While Tenth and Blake is a recent creation, Blue Moon's origins go back to the mid-1990’s.
"People don’t understand how Blue Moon was born," says Tom Cardella, president and CEO of Tenth and Blake. "It had a similar beginning as many of the craft brands on the market today."
Blue Moon traces its roots to 1994 when Peter Coors sent brewer Keith Villa to Belgium to get his doctorate in brewing science. Villa fell in love with Belgium-style beer and on his return impressed his boss with his desire to craft his own Belgium brew. Peter Coors gave Villa his blessing — and a shoestring budget — to start Blue Moon Brewing.
Today Blue Moon, the beer, is nearly ubiquitous, joining rival craft brew Sam Adams alongside domestic lagers as typical tap beer offerings in bars and restaurants. For many consumers, these beers serve as entry points for those looking for something beyond mass-produced lagers.
And with this stature, Tenth and Blake thinks it can help other small brewers to continue its growth both by bringing new people into the category as well as by providing financial assistance to entrepreneurs trying to build their brands.
"Blue Moon will finish the year well up over 20 percent in volume growth and when you look at where we are sourcing that growth, it's bringing in consumers who were weren’t beer drinkers before," says Cardella. "It’s definitely a gateway beer and I think when you talk to a lot of other craft brewers, they recognize the value and the importance of that gateway."
But many beer aficionados still take issue with Tenth and Blake using the term "craft." Their issue? Size.
Blue Moon’s Belgian White is the single largest "craft" brand in the country.
(Sam Adams , the largest craft brewer, sells more when all of its brands are counted together, and it brewed about 2.3 million barrels a beer last year. But contrast, MillerCoors, the creation of two global beer companies, Molson Coors Brewing and SABMiller, brews more than 67 million barrels of beer.)
But the Brewers Association defines a craft brewer as brewing less than six million barrels per year and being less than 25 percent owned or controlled by another economic interest. For Cardella, being considered "craft" is less about size than spirit.
"Coors has never tried to hide the fact Tenth and Blake or Blue Moon were part of MillerCoors," says Cardella. "There’s no doubt many consumers look at large brewers as corporations and not entrepreneurs. With Tenth and Blake, we're proud that we’re with MillerCoors."
With more than 1,700 breweries operating in the U.S., Cardella sees the beer business at an inflection point and Tenth and Blake uniquely positioned to help the craft boom continue.
"I’m a big believer. The craft business has a long future of good growth,” Cardella told CNBC. “But while there is a lot of room for growth, I think it will be more difficult for new players to keep coming in and for the existing players to fund their individual growth."

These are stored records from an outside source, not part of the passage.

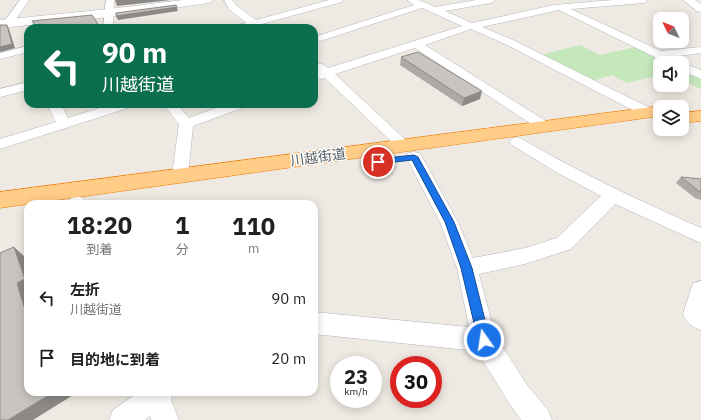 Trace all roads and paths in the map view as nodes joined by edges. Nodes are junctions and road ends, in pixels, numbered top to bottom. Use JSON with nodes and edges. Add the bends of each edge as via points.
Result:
{"nodes":[{"id":1,"x":25,"y":0,"type":"edge"},
{"id":2,"x":110,"y":0,"type":"edge"},
{"id":3,"x":209,"y":0,"type":"edge"},
{"id":4,"x":228,"y":0,"type":"edge"},
{"id":5,"x":339,"y":0,"type":"edge"},
{"id":6,"x":411,"y":0,"type":"edge"},
{"id":7,"x":491,"y":0,"type":"edge"},
{"id":8,"x":548,"y":0,"type":"edge"},
{"id":9,"x":644,"y":0,"type":"edge"},
{"id":10,"x":688,"y":0,"type":"edge"},
{"id":11,"x":624,"y":1,"type":"edge"},
{"id":12,"x":423,"y":5,"type":"junction"},
{"id":13,"x":561,"y":8,"type":"junction"},
{"id":14,"x":701,"y":9,"type":"edge"},
{"id":15,"x":435,"y":10,"type":"junction"},
{"id":16,"x":109,"y":13,"type":"junction"},
{"id":17,"x":4,"y":23,"type":"edge"},
{"id":18,"x":108,"y":24,"type":"edge"},
{"id":19,"x":255,"y":24,"type":"edge"},
{"id":20,"x":264,"y":24,"type":"edge"},
{"id":21,"x":472,"y":26,"type":"junction"},
{"id":22,"x":318,"y":39,"type":"edge"},
{"id":23,"x":416,"y":44,"type":"junction"},
{"id":24,"x":24,"y":50,"type":"edge"},
{"id":25,"x":701,"y":50,"type":"edge"},
{"id":26,"x":659,"y":55,"type":"joint"},
{"id":27,"x":0,"y":56,"type":"edge"},
{"id":28,"x":689,"y":69,"type":"edge"},
{"id":29,"x":320,"y":75,"type":"edge"},
{"id":30,"x":701,"y":75,"type":"edge"},
{"id":31,"x":24,"y":87,"type":"edge"},
{"id":32,"x":0,"y":94,"type":"edge"},
{"id":33,"x":701,"y":105,"type":"edge"},
{"id":34,"x":689,"y":107,"type":"edge"},
{"id":35,"x":56,"y":108,"type":"edge"},
{"id":36,"x":114,"y":108,"type":"edge"},
{"id":37,"x":173,"y":108,"type":"edge"},
{"id":38,"x":229,"y":108,"type":"edge"},
{"id":39,"x":653,"y":114,"type":"edge"},
{"id":40,"x":653,"y":115,"type":"edge"},
{"id":41,"x":653,"y":116,"type":"edge"},
{"id":42,"x":701,"y":116,"type":"edge"},
{"id":43,"x":689,"y":117,"type":"edge"},
{"id":44,"x":64,"y":124,"type":"junction"},
{"id":45,"x":186,"y":124,"type":"junction"},
{"id":46,"x":544,"y":126,"type":"junction"},
{"id":47,"x":517,"y":142,"type":"junction"},
{"id":48,"x":0,"y":144,"type":"edge"},
{"id":49,"x":409,"y":151,"type":"junction"},
{"id":50,"x":180,"y":175,"type":"junction"},
{"id":51,"x":612,"y":196,"type":"junction"},
{"id":52,"x":0,"y":200,"type":"edge"},
{"id":53,"x":93,"y":200,"type":"edge"},
{"id":54,"x":24,"y":211,"type":"edge"},
{"id":55,"x":0,"y":214,"type":"edge"},
{"id":56,"x":701,"y":236,"type":"edge"},
{"id":57,"x":467,"y":268,"type":"junction"},
{"id":58,"x":701,"y":290,"type":"edge"},
{"id":59,"x":701,"y":320,"type":"edge"},
{"id":60,"x":318,"y":323,"type":"edge"},
{"id":61,"x":484,"y":340,"type":"junction"},
{"id":62,"x":154,"y":396,"type":"edge"},
{"id":63,"x":159,"y":396,"type":"edge"},
{"id":64,"x":123,"y":420,"type":"edge"},
{"id":65,"x":165,"y":420,"type":"edge"},
{"id":66,"x":538,"y":420,"type":"edge"}],
"edges":[{"from":1,"to":17,"type":"street"},
{"from":2,"to":16,"type":"street"},
{"from":3,"to":16,"type":"street"},
{"from":4,"to":19,"type":"street","via":[[232,7]]},
{"from":5,"to":20,"type":"street"},
{"from":6,"to":12,"type":"street"},
{"from":7,"to":15,"type":"street"},
{"from":8,"to":13,"type":"street"},
{"from":9,"to":11,"type":"street"},
{"from":10,"to":14,"type":"street"},
{"from":11,"to":13,"type":"street"},
{"from":12,"to":15,"type":"street"},
{"from":12,"to":22,"type":"street"},
{"from":13,"to":21,"type":"street"},
{"from":13,"to":26,"type":"street"},
{"from":15,"to":21,"type":"street"},
{"from":16,"to":17,"type":"street"},
{"from":16,"to":18,"type":"street"},
{"from":21,"to":23,"type":"street"},
{"from":21,"to":39,"type":"street"},
{"from":23,"to":29,"type":"street"},
{"from":23,"to":46,"type":"street"},
{"from":24,"to":27,"type":"street"},
{"from":25,"to":26,"type":"street"},
{"from":28,"to":30,"type":"street"},
{"from":29,"to":49,"type":"street"},
{"from":31,"to":32,"type":"street"},
{"from":33,"to":34,"type":"highway"},
{"from":35,"to":44,"type":"street"},
{"from":36,"to":44,"type":"street"},
{"from":37,"to":45,"type":"street"},
{"from":38,"to":45,"type":"street"},
{"from":40,"to":46,"type":"highway","name":"川越街道"},
{"from":41,"to":47,"type":"highway","name":"川越街道"},
{"from":42,"to":43,"type":"highway"},
{"from":44,"to":48,"type":"street"},
{"from":45,"to":50,"type":"street"},
{"from":46,"to":49,"type":"highway","name":"川越街道"},
{"from":47,"to":49,"type":"highway","name":"川越街道"},
{"from":47,"to":51,"type":"street"},
{"from":49,"to":50,"type":"highway","name":"川越街道"},
{"from":49,"to":53,"type":"highway","name":"川越街道"},
{"from":49,"to":57,"type":"street","via":[[449,222]]},
{"from":50,"to":52,"type":"highway","name":"川越街道"},
{"from":51,"to":56,"type":"street"},
{"from":51,"to":57,"type":"street","via":[[564,244],[526,256]]},
{"from":54,"to":55,"type":"highway"},
{"from":57,"to":61,"type":"street"},
{"from":58,"to":59,"type":"street","via":[[694,314]]},
{"from":60,"to":61,"type":"street"},
{"from":61,"to":66,"type":"street","via":[[518,394]]},
{"from":62,"to":64,"type":"street"},
{"from":63,"to":65,"type":"street"}]}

One solution Cardella sees is equity partnerships between Tenth and Blake and smaller regional breweries. For example, Tenth and Blake recently acquired a minority stake in Georgia-based Terrapin Beer. The less than 25 percent stake will allow Terrapin to remain independent, according to the Craft Brewers Association's standards but give Terrapin access to capital to expand their brewing capacity.
"If we can allow them to maintain who they are, but get them access to our resources we can help entrepreneurs with their growth," he says. "In order to grow, a lot of these brewers will need an infusion of capital to keep going forward."
The key in moving forward for Cardella is finding an alignment of style and goals rather than a one-size-fits-all approach.
"We’re taking it slow and it's not 'big guy' buying 'little guy,' but it's recognizing the little guy has limited resources, and enhancing our own growth while helping them to get where they want to go."